Entre Susan y el criado surge una primera desavenencia en torno a un cuadro que
cuelga en una de las paredes del salón y que a juicio de la joven resulta
demasiado clásico.
Con
el pasar de los días, ese recelo de Susan hacia Barret no hace más que crecer.
La joven se siente incómoda por las continuas intromisiones del sirviente en su
intimidad y en la de su novio. La gota que colma el vaso llega cuando un día el
criado sorprende a la pareja retozando en el suelo del salón en actitud
cariñosa. Susan abandona la casa molesta,
y aunque en un primer momento su prometido se siente obligado a quitar hierro
al asunto ante su empleado, luego a solas con él le reprende su actitud.
Hugo
parece volver al redil cuando tras caer enfermo su amo le cuida y se deshace en
atenciones con él., Tony felicita al criado por los cambios que ha hecho en la
decoración durante los días que ha estado en cama, aunque éste se ha permitido
la licencia de mover de sitio algunas cosas que había colocado Susan y que a él
no le gustaban. Pero Barret tiene otros planes y telefonea a Vera, su novia,
que le anuncia que llega a Londres al día siguiente. Mientras está en la
cabina, un grupo de adolescentes le instan desde fuera a colgar pronto, y una
vez fuera, Hugo reacciona violentamente llamando “puta asquerosa” a una de
ellas.
Hugo
instala a Vera en su cuarto y la presenta como su hermana ante su jefe que la
contrata como asistente. Uno y otro no tardan en solicitar un permiso para
abandonar su trabajo durante una noche y viajar a Manchester para atender a su
madre que ha enfermado. Aprovechando la ausencia del servicio, Mounset decide
invitar a Susan a cenar fuera, pero ésta le da plantón. Malhumorado vuelve a
casa donde encuentra a Vera que se excusa diciendo que al llegar a la estación
para coger el tren empezó a sentirse mal y decidió regresar. La muchacha se
insinúa ante Tony que termina haciéndole el amor en la mesa de la cocina.
Al
despertar a la mañana siguiente, Mounset descubre que Barret acaba de regresar
a casa, pero como desea estar un rato más a solas con Vera envía al criado a
comprar cerveza negra al pub. Llega Susan con unas flores que deposita en una
gran vasija con agua, aunque Barret le dice que estarían mejor en un jarrón.
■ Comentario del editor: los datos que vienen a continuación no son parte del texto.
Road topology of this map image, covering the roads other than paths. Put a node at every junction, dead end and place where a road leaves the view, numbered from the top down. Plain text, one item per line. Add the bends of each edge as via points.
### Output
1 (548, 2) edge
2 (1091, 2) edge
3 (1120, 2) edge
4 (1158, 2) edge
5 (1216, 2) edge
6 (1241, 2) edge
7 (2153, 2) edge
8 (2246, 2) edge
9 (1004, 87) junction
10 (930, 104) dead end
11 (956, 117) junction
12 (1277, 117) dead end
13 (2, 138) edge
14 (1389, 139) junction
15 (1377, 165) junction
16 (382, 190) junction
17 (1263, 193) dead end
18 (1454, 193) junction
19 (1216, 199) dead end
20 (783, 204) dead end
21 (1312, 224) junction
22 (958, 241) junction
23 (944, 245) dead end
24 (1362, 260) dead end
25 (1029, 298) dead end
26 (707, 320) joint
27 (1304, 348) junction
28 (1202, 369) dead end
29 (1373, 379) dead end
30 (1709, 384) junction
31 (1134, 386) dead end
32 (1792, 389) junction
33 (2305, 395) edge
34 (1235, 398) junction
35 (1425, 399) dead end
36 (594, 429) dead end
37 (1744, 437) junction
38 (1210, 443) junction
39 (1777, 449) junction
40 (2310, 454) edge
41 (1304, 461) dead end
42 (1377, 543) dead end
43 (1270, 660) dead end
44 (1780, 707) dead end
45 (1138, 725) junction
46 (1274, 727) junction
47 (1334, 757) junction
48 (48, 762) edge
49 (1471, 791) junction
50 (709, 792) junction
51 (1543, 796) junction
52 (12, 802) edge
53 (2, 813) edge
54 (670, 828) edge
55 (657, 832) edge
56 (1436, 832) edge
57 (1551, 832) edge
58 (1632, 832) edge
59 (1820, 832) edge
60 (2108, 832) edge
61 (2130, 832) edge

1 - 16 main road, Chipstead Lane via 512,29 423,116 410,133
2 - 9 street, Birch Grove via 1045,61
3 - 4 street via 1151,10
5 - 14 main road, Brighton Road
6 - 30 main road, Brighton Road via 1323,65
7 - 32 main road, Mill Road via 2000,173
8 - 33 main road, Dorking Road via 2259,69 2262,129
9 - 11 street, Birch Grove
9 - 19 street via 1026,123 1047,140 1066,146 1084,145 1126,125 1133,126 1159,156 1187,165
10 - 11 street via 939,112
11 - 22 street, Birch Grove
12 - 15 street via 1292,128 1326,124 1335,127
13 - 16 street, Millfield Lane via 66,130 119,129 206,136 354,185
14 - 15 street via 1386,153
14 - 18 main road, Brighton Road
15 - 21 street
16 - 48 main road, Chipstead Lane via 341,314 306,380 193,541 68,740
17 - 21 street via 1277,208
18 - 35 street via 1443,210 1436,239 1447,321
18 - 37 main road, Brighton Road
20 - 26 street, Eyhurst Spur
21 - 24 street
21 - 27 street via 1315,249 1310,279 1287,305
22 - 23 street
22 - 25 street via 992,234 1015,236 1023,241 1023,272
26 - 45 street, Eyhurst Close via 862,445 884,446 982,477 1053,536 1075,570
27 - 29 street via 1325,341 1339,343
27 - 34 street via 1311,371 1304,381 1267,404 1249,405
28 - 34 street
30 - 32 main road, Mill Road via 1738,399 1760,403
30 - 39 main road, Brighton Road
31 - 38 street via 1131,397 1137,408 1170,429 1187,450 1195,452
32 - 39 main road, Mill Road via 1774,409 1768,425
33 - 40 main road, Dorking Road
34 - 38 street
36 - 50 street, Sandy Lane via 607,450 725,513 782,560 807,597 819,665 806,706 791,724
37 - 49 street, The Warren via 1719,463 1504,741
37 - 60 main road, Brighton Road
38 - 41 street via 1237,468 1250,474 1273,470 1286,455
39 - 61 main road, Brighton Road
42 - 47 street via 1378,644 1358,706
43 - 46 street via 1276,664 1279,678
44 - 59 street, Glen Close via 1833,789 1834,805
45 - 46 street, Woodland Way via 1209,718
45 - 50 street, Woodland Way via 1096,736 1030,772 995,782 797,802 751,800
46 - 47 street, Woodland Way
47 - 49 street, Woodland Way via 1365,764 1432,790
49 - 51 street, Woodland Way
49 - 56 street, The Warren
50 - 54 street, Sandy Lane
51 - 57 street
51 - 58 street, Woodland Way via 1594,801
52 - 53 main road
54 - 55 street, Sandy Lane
Susan se muestra extremadamente insolente ante el Barret, preguntándole
finalmente qué esconde su comportamiento.
Una
noche, al volver a casa Tony y Susan oyen voces y risas que provienen del piso
superior. Son las de Hugo y Vera, que llamados al orden por Mounset, confiesan
que en realidad no son hermanos sino amantes. El dueño de la casa, que en un
principio había pensado que se encontraba ante una relación de carácter
incestuoso, se siente doblemente traicionado, por Barret, pero sobre todo por
Vera de quien había empezado a enamorarse. Enojado, echa a los dos farsantes de
su hogar. Susan también abandona a su prometido que acaba emborrachándose solo
en el bar.
Días
después, en ese mismo pub, se produce el reencuentro entre Hugo y Tony en el
que el primero consigue recuperar su antiguo empleo tras confesar casi entre
lágrimas al segundo que fue manipulado por Vera quien le ha abandonado por un
antiguo amante llevándose todo su dinero. Amo y criado vuelven a convivir de
nuevo bajo el mismo techo, pero ya nada será como antes. Ahora quien lleva las
riendas sin ningún tipo de disimulo es Barret. En sus manos, Mounset es un
pelele que además se ha dado definitivamente a la bebida.
Solo
en contadas ocasiones, el antiguo criado se muestra condescendiente con su
compañero de piso. Ocasionalmente se divierten los dos jugando al escondite o a
la pelota comportándose como auténticos críos. De repente, se presenta en la
casa Vera que le pide dinero a Tony escudándose en que sigue enamorada de él.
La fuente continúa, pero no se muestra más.